Une réflexion sur l’État de Justice doit enfin aborder le phénomène contemporain de dissociation de la fonction étatique dans les sociétés où historiquement est né ce concept d’État. Sous nos yeux, se défait le schéma anthropologique — héritage de la Révolution de l’interprète —, ce montage, qui ne garantit plus le principe du Père, la fonction d’Interdit. Si l’on a bien compris que la notion de justice n’est que la reprise de l’idée d’égalité, en l’occurrence d’égalité devant la Référence, et que derrière cela se jouent les grandes représentations, d’essence religieuse et politique, qui commandent au destin de la normativité dans l’espèce humaine, on entre avec plus d’aisance dans la problématique des nouveaux conflits de notre temps : comment se présente, pour l’humanité aujourd’hui ceinturée d’États, le fondement du rapport de créance et de dette ?
C’est un fait massif, que l’avenir normatif de la planète continue d’être pensé selon l’abord et les formulations propres à l’Occident. La simple lecture de la convention annexée à la Déclaration universelle des droits de l’enfant, en 19901, est indicative. Ce texte porte l’empreinte des sociétés de culture anglo-saxonne et, sous les dehors d’une doctrine au service de la cause des enfants, trahit l’inquiétude devant les malheurs infligés aux nouvelles générations. Ce discours, même estampillé par la Charte des Nations unies, peut-il fonder une représentation universelle du lien de Référence, autrement dit valoir structuralement comme représentation du lien au Père ? Ce serait exiger des Nations unies l’impossiIble, car l’O.N.U. n’est pas une métaphore fondatrice, susceptible de produire la structure de filiation, le montage de l’Interdit comme tel. Au mieux, l’O.N.U. peut faciliter la coopération entre États, par exemple, pour lutter contre les réseaux internationaux de prostitution des enfants ou contre les nouvelles tueries dont se désintéresse, pour le moment, la société mondiale industrielle.

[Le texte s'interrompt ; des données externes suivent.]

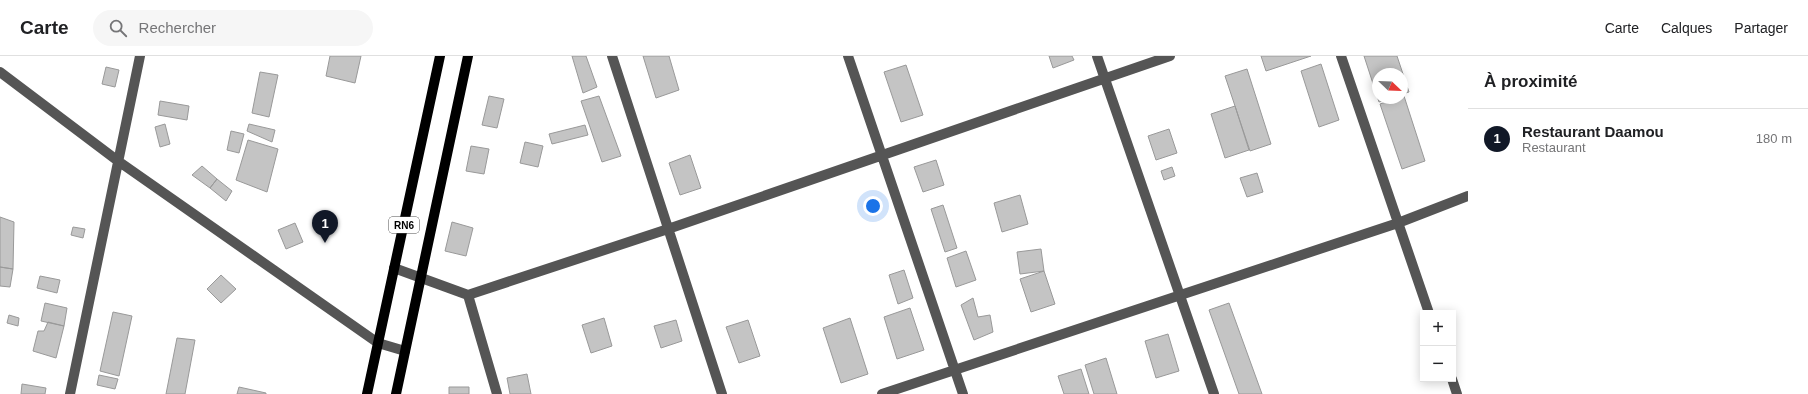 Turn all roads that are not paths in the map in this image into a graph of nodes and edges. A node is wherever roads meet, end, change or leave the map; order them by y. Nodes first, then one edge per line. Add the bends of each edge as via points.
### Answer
1 (140, 56) edge
2 (440, 56) edge
3 (468, 56) edge
4 (612, 56) edge
5 (848, 56) edge
6 (1097, 56) edge
7 (1170, 56) edge
8 (1341, 56) edge
9 (0, 72) edge
10 (1105, 78) junction
11 (882, 155) junction
12 (118, 161) junction
13 (1468, 196) edge
14 (1398, 223) junction
15 (668, 229) junction
16 (394, 268) junction
17 (421, 278) junction
18 (468, 295) junction
19 (1180, 296) junction
20 (1428, 310) edge
21 (378, 343) junction
22 (405, 351) junction
23 (955, 369) junction
24 (1453, 382) edge
25 (70, 394) edge
26 (367, 394) edge
27 (396, 394) edge
28 (497, 394) edge
29 (722, 394) edge
30 (882, 394) edge
31 (963, 394) edge
32 (1214, 394) edge
33 (1457, 394) edge

1 - 12 street
2 - 16 main road, RN6
3 - 17 main road, RN6
4 - 15 street
5 - 11 street
6 - 10 street
7 - 10 street
8 - 14 street
9 - 12 street
10 - 11 street
10 - 19 street
11 - 15 street
11 - 23 street
12 - 21 street
12 - 25 street
13 - 14 street
14 - 19 street
14 - 20 street
15 - 18 street
15 - 29 street
16 - 17 street
16 - 21 main road, RN6
17 - 18 street
17 - 22 main road, RN6
18 - 28 street
19 - 23 street
19 - 32 street
21 - 22 street
21 - 26 main road, RN6
22 - 27 main road, RN6
23 - 30 street
23 - 31 street
24 - 33 street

Avant de songer à des règles et des pratiques de Justice généalogique recevables par le monde entier, il faudrait que la question de l’Interdit fondateur soit d’abord comprise pour le compte des sociétés occidentales initiatrices de l’ultramodernité, par rapport auxquelles continuent d’être appelées à se déterminer les sociétés non occidentales. Or, pour l’instant, le scientisme ambiant étant ce qu’il est, cette question est recouverte d’un voile moralisateur et renvoyée aux technocraties gestionnaires de l’Action sociale, alimentant des discours sociaux paradoxaux (par exemple, les politiques de légitimation de la drogue) qui ne font que confirmer le renversement du rapport de créance et de dette entre les générations.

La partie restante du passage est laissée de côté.